Stored items:
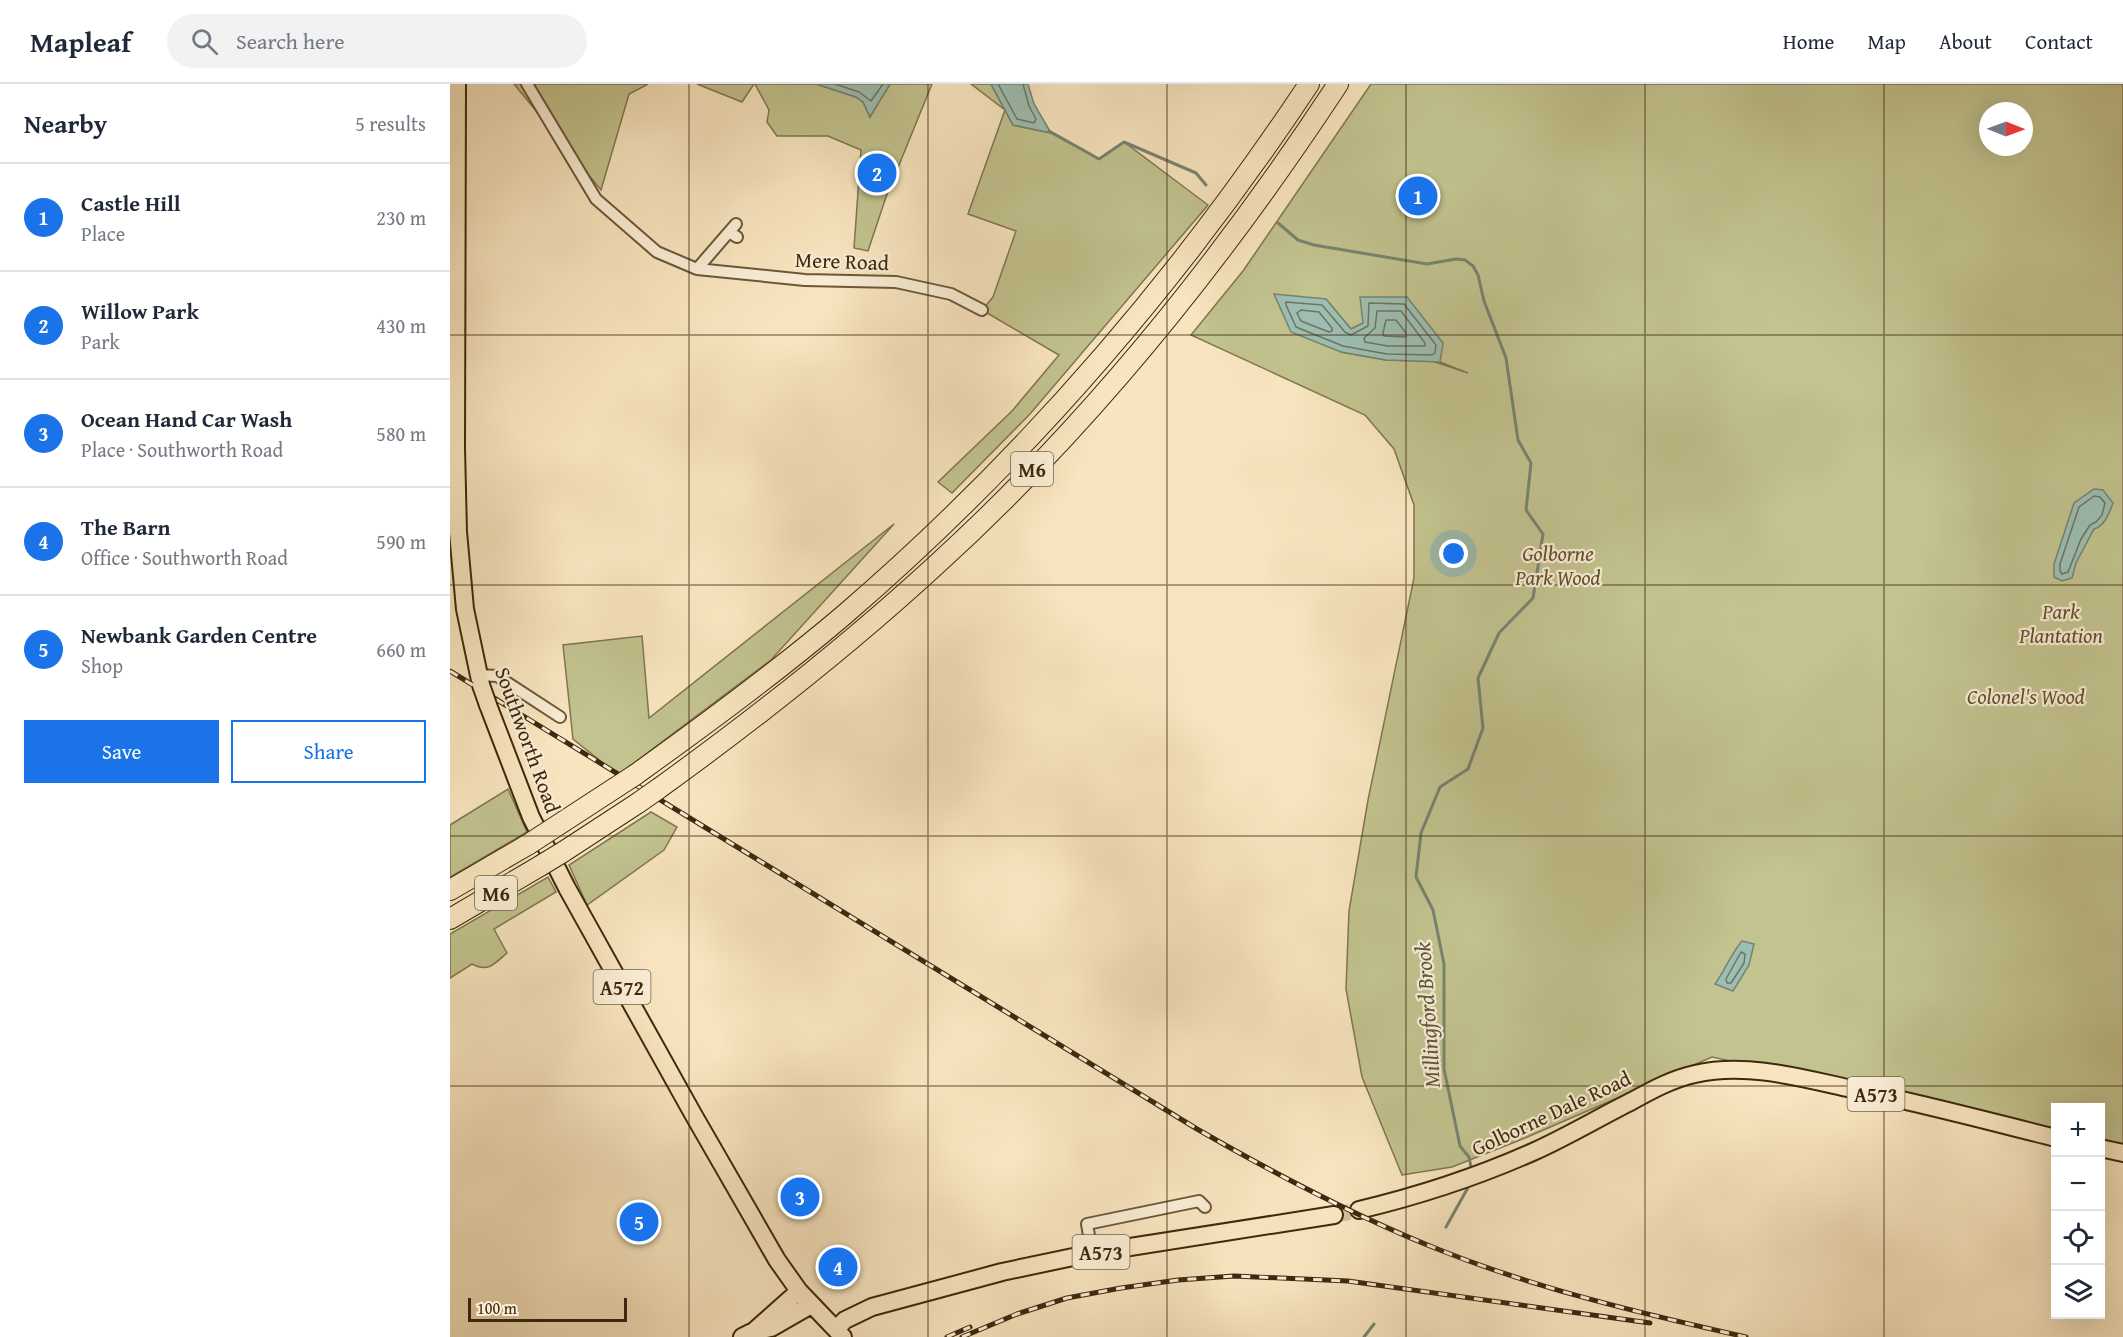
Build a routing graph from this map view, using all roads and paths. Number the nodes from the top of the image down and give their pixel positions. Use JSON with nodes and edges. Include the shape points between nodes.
{"nodes":[{"id":1,"x":457,"y":84,"type":"edge"},
{"id":2,"x":527,"y":84,"type":"edge"},
{"id":3,"x":1309,"y":84,"type":"edge"},
{"id":4,"x":1338,"y":84,"type":"edge"},
{"id":5,"x":454,"y":181,"type":"edge"},
{"id":6,"x":734,"y":231,"type":"dead end"},
{"id":7,"x":696,"y":269,"type":"junction"},
{"id":8,"x":982,"y":310,"type":"dead end"},
{"id":9,"x":453,"y":448,"type":"edge"},
{"id":10,"x":480,"y":680,"type":"junction"},
{"id":11,"x":560,"y":717,"type":"dead end"},
{"id":12,"x":450,"y":890,"type":"edge"},
{"id":13,"x":450,"y":919,"type":"edge"},
{"id":14,"x":2051,"y":1137,"type":"edge"},
{"id":15,"x":2105,"y":1149,"type":"edge"},
{"id":16,"x":2123,"y":1153,"type":"edge"},
{"id":17,"x":1204,"y":1207,"type":"dead end"},
{"id":18,"x":1359,"y":1210,"type":"tunnel mouth"},
{"id":19,"x":1334,"y":1215,"type":"tunnel mouth"},
{"id":20,"x":1092,"y":1253,"type":"junction"},
{"id":21,"x":800,"y":1291,"type":"junction"},
{"id":22,"x":811,"y":1305,"type":"junction"},
{"id":23,"x":748,"y":1334,"type":"edge"},
{"id":24,"x":841,"y":1334,"type":"edge"}],
"edges":[{"from":1,"to":5,"type":"main road","name":"Southworth Road","number":"A572"},
{"from":2,"to":7,"type":"street","name":"Mere Road","via":[[596,199],[657,252]]},
{"from":3,"to":12,"type":"highway","number":"M6","bridge":true,"via":[[1157,293],[1064,400],[916,549],[844,615],[712,719],[552,830]]},
{"from":4,"to":13,"type":"highway","number":"M6","bridge":true,"via":[[1257,203],[1176,308],[1080,419],[937,564],[860,633],[734,734],[563,852]]},
{"from":5,"to":9,"type":"main road","name":"Southworth Road","number":"A572"},
{"from":6,"to":7,"type":"street"},
{"from":7,"to":8,"type":"street","name":"Mere Road","via":[[805,280],[896,282],[951,294]]},
{"from":9,"to":10,"type":"main road","name":"Southworth Road","number":"A572","via":[[465,609]]},
{"from":10,"to":11,"type":"street","via":[[497,676]]},
{"from":10,"to":21,"type":"main road","name":"Southworth Road","number":"A572","bridge":true,"via":[[531,817],[567,888],[764,1239]]},
{"from":14,"to":18,"type":"main road","name":"Golborne Dale Road","number":"A573","via":[[1793,1076],[1714,1070],[1663,1084],[1535,1151],[1485,1171]]},
{"from":15,"to":16,"type":"main road"},
{"from":17,"to":20,"type":"street","via":[[1199,1201],[1087,1224]]},
{"from":19,"to":20,"type":"main road","number":"A573"},
{"from":20,"to":24,"type":"main road","number":"A573","via":[[1002,1272],[872,1307]]},
{"from":21,"to":22,"type":"main road","name":"Southworth Road","number":"A572"},
{"from":21,"to":23,"type":"main road"},
{"from":22,"to":23,"type":"main road","via":[[771,1328]]},
{"from":22,"to":24,"type":"main road","name":"Southworth Road","number":"A572"}]}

■ **Exercise details**
Using the records above, work out the number of lines that contain "true" and write only that number.

■ **Solution to the problem**
3